___ THE DATA ___

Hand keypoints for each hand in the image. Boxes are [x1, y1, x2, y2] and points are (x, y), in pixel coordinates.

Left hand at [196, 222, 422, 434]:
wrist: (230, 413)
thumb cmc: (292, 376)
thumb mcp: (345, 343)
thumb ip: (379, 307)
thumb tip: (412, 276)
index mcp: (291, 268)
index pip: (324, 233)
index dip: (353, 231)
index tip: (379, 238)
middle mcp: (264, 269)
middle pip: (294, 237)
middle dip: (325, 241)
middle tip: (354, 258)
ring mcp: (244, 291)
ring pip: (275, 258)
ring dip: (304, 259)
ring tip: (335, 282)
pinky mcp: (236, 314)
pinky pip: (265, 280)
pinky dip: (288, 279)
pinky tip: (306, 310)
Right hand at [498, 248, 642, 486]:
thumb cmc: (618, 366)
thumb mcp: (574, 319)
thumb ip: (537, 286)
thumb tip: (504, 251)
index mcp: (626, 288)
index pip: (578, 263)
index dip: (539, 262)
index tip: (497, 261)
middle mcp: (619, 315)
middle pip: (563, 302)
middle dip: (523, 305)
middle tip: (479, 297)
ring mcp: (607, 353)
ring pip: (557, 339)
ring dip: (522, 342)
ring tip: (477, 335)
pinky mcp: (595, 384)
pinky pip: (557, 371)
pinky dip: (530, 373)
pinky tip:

___

Copy verbatim the span of lines that begins with the line holding "index mcp: (626, 288)" and ends at the last line of the records.

index mcp: (626, 288)
index pip: (578, 263)
index dip: (539, 262)
index tip: (497, 261)
middle mcp: (619, 315)
middle pip: (563, 302)
middle dip: (523, 305)
middle tip: (479, 297)
ring mcp: (607, 353)
ring pip: (557, 339)
ring dip: (522, 342)
ring tip: (477, 335)
pinky mcp: (595, 384)
pinky pip: (557, 371)
pinky dip: (530, 373)
pinky tip:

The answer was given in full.